The Sunday-to-Saturday cells are header cells and should be marked up as th elements. As td content, the day names are left-justified and have a normal font weight; as th content, they are horizontally centered and bolded.

A 14% th | td width means that the cell width will be 14% of the viewport width (if we were to give the calTable table a specific width - say, width:75%; - then the cell width would be 14% of that width). The #000080 color has a "navy" name.
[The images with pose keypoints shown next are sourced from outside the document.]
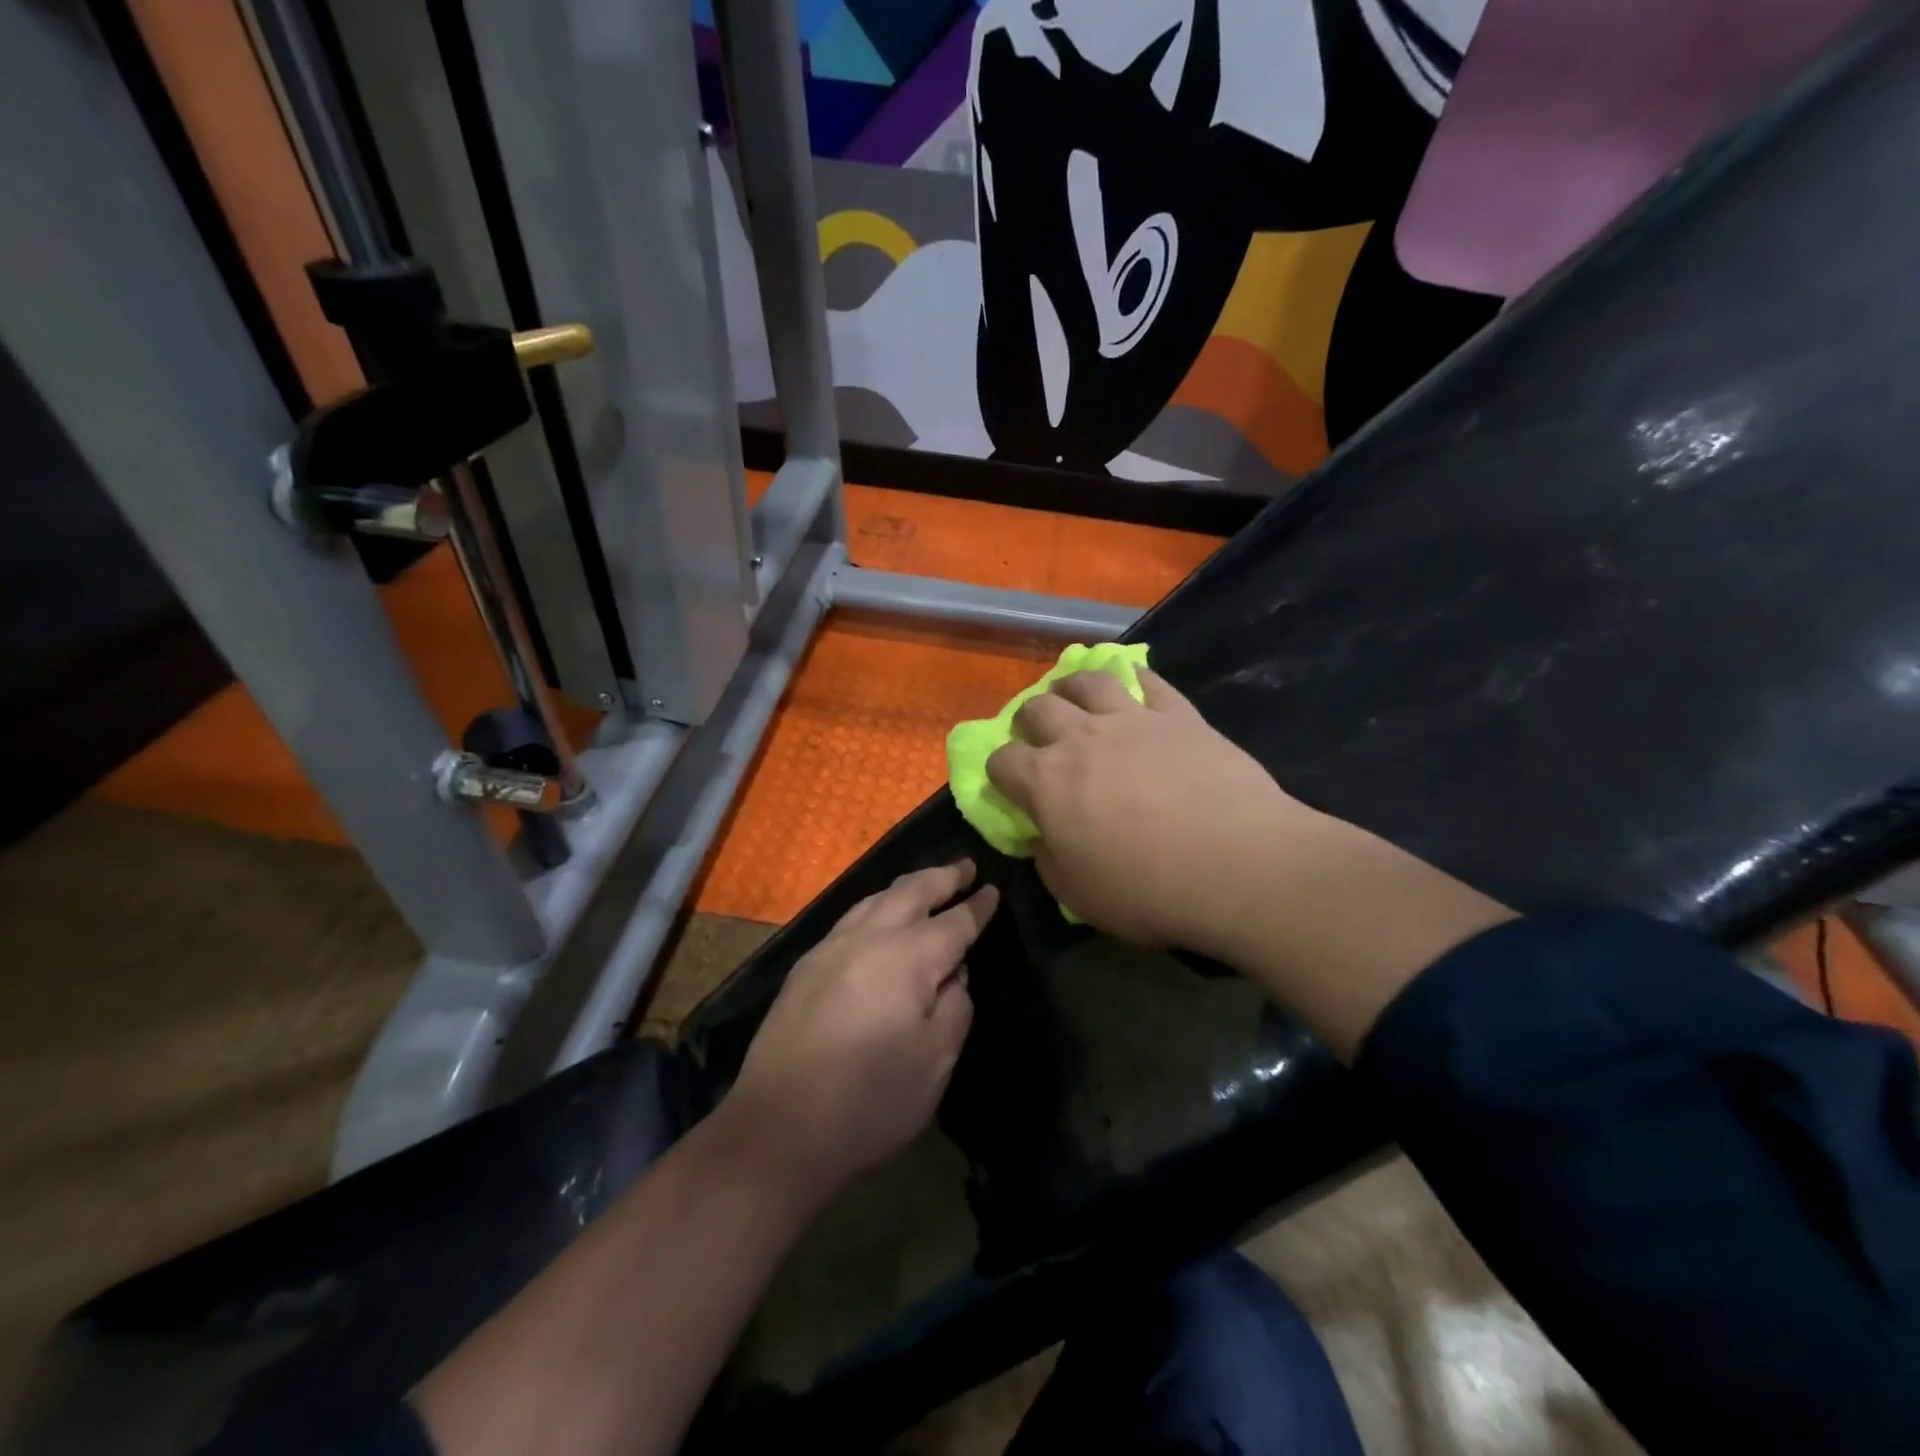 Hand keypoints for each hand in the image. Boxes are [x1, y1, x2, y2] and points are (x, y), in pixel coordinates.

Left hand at [724, 861, 997, 1201]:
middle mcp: (868, 938)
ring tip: (926, 883)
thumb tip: (953, 975)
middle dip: (942, 877)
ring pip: (875, 899)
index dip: (977, 907)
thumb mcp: (935, 1062)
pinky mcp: (804, 968)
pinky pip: (850, 918)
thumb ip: (954, 1008)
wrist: (778, 1129)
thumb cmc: (870, 1102)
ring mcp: (830, 949)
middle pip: (911, 893)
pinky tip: (878, 917)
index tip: (992, 890)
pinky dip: (875, 905)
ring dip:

A size="3" font element attribute maps onto a (default-value) font-size:medium; style declaration on my computer.

In moving the first row's presentational features to a style sheet, here's the rule I'd use:

th { width: 14%; background-color: navy; color: white; font-family: Verdana, Arial, Helvetica; }

• The width and bgcolor attributes of the th | td element, the font element itself, and the color and face and size attributes of the font element are all deprecated.
• The strong element is still legit but we don't need it for th cells, which do their own bolding as noted above.
• You can left-justify the <th> day names with a text-align:left; styling but I actually like 'em horizontally centered.

Moreover, getting the presentational stuff out of the way makes it a lot easier to write the headers iteratively if you'd like to do that:

var dayNames = ["Sunday", "Monday", "Tuesday", "Wednesday", "Thursday", "Friday", "Saturday"];
for (var i = 0; i < dayNames.length; i++) document.write("<th>" + dayNames[i] + "</th>");


Let's save the data part of the calTable table for the following entry.